[Source material]

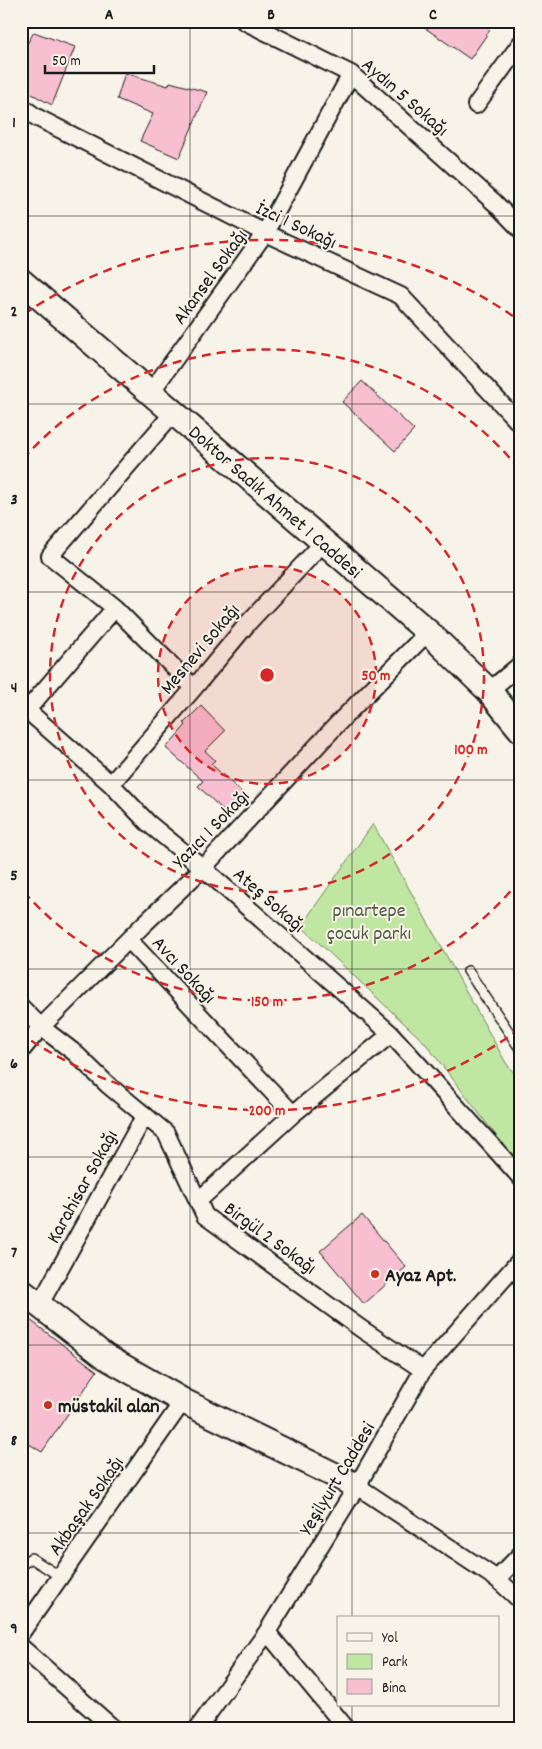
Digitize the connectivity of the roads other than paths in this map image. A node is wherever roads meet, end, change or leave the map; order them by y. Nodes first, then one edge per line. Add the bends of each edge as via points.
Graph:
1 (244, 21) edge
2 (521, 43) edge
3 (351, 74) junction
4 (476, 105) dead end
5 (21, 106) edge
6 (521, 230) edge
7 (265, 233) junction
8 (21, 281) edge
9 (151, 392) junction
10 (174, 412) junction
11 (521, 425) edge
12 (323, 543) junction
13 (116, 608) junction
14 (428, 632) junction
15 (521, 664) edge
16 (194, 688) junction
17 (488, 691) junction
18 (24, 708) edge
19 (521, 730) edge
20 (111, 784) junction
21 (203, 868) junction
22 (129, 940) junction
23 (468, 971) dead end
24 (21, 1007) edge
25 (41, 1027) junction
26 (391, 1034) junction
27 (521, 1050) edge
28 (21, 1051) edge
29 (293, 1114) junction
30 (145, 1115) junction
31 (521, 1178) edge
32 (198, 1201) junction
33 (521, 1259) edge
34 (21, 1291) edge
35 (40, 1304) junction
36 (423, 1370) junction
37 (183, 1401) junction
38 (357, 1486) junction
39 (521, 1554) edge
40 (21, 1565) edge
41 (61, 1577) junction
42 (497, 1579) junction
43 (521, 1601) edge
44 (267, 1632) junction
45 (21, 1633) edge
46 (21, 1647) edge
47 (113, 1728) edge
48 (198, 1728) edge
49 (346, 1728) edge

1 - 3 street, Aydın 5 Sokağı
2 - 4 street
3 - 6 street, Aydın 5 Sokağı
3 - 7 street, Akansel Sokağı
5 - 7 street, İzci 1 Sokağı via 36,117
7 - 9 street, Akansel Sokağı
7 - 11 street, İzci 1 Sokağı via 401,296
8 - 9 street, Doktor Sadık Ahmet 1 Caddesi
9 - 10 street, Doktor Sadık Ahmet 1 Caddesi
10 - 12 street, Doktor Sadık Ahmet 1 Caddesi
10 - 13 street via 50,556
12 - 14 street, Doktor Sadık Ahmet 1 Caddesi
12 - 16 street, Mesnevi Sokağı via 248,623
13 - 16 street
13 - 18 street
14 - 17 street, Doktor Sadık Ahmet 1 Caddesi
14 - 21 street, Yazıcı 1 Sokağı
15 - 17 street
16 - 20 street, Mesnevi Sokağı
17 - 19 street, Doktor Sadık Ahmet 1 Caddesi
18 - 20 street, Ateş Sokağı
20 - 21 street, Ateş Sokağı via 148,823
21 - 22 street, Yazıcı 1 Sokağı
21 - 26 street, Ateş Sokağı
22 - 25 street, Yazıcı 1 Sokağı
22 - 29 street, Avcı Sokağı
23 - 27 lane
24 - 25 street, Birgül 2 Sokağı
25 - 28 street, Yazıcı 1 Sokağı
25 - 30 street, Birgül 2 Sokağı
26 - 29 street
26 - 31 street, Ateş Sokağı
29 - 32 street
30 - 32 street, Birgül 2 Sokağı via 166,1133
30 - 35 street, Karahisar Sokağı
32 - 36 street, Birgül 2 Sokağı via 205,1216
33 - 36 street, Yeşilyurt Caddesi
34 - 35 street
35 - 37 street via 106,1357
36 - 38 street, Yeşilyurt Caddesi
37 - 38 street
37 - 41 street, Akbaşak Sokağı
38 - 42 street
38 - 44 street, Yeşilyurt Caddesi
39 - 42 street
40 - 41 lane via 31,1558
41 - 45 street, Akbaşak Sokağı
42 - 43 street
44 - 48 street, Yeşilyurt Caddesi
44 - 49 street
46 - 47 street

[/Source material]

> **Task to carry out**:
Give every record back exactly as it reads, with no images.

> **Result**:
Digitize the connectivity of the roads other than paths in this map image. A node is wherever roads meet, end, change or leave the map; order them by y. Nodes first, then one edge per line. Add the bends of each edge as via points.
Graph:
1 (244, 21) edge
2 (521, 43) edge
3 (351, 74) junction
4 (476, 105) dead end
5 (21, 106) edge
6 (521, 230) edge
7 (265, 233) junction
8 (21, 281) edge
9 (151, 392) junction
10 (174, 412) junction
11 (521, 425) edge
12 (323, 543) junction
13 (116, 608) junction
14 (428, 632) junction
15 (521, 664) edge
16 (194, 688) junction
17 (488, 691) junction
18 (24, 708) edge
19 (521, 730) edge
20 (111, 784) junction
21 (203, 868) junction
22 (129, 940) junction
23 (468, 971) dead end
24 (21, 1007) edge
25 (41, 1027) junction
26 (391, 1034) junction
27 (521, 1050) edge
28 (21, 1051) edge
29 (293, 1114) junction
30 (145, 1115) junction
31 (521, 1178) edge
32 (198, 1201) junction
33 (521, 1259) edge
34 (21, 1291) edge
35 (40, 1304) junction
36 (423, 1370) junction
37 (183, 1401) junction
38 (357, 1486) junction
39 (521, 1554) edge
40 (21, 1565) edge
41 (61, 1577) junction
42 (497, 1579) junction
43 (521, 1601) edge
44 (267, 1632) junction
45 (21, 1633) edge
46 (21, 1647) edge
47 (113, 1728) edge
48 (198, 1728) edge
49 (346, 1728) edge

1 - 3 street, Aydın 5 Sokağı
2 - 4 street
3 - 6 street, Aydın 5 Sokağı
3 - 7 street, Akansel Sokağı
5 - 7 street, İzci 1 Sokağı via 36,117
7 - 9 street, Akansel Sokağı
7 - 11 street, İzci 1 Sokağı via 401,296
8 - 9 street, Doktor Sadık Ahmet 1 Caddesi
9 - 10 street, Doktor Sadık Ahmet 1 Caddesi
10 - 12 street, Doktor Sadık Ahmet 1 Caddesi
10 - 13 street via 50,556
12 - 14 street, Doktor Sadık Ahmet 1 Caddesi
12 - 16 street, Mesnevi Sokağı via 248,623
13 - 16 street
13 - 18 street
14 - 17 street, Doktor Sadık Ahmet 1 Caddesi
14 - 21 street, Yazıcı 1 Sokağı
15 - 17 street
16 - 20 street, Mesnevi Sokağı
17 - 19 street, Doktor Sadık Ahmet 1 Caddesi
18 - 20 street, Ateş Sokağı
20 - 21 street, Ateş Sokağı via 148,823
21 - 22 street, Yazıcı 1 Sokağı
21 - 26 street, Ateş Sokağı
22 - 25 street, Yazıcı 1 Sokağı
22 - 29 street, Avcı Sokağı
23 - 27 lane
24 - 25 street, Birgül 2 Sokağı
25 - 28 street, Yazıcı 1 Sokağı
25 - 30 street, Birgül 2 Sokağı
26 - 29 street
26 - 31 street, Ateş Sokağı
29 - 32 street
30 - 32 street, Birgül 2 Sokağı via 166,1133
30 - 35 street, Karahisar Sokağı
32 - 36 street, Birgül 2 Sokağı via 205,1216
33 - 36 street, Yeşilyurt Caddesi
34 - 35 street
35 - 37 street via 106,1357
36 - 38 street, Yeşilyurt Caddesi
37 - 38 street
37 - 41 street, Akbaşak Sokağı
38 - 42 street
38 - 44 street, Yeşilyurt Caddesi
39 - 42 street
40 - 41 lane via 31,1558
41 - 45 street, Akbaşak Sokağı
42 - 43 street
44 - 48 street, Yeşilyurt Caddesi
44 - 49 street
46 - 47 street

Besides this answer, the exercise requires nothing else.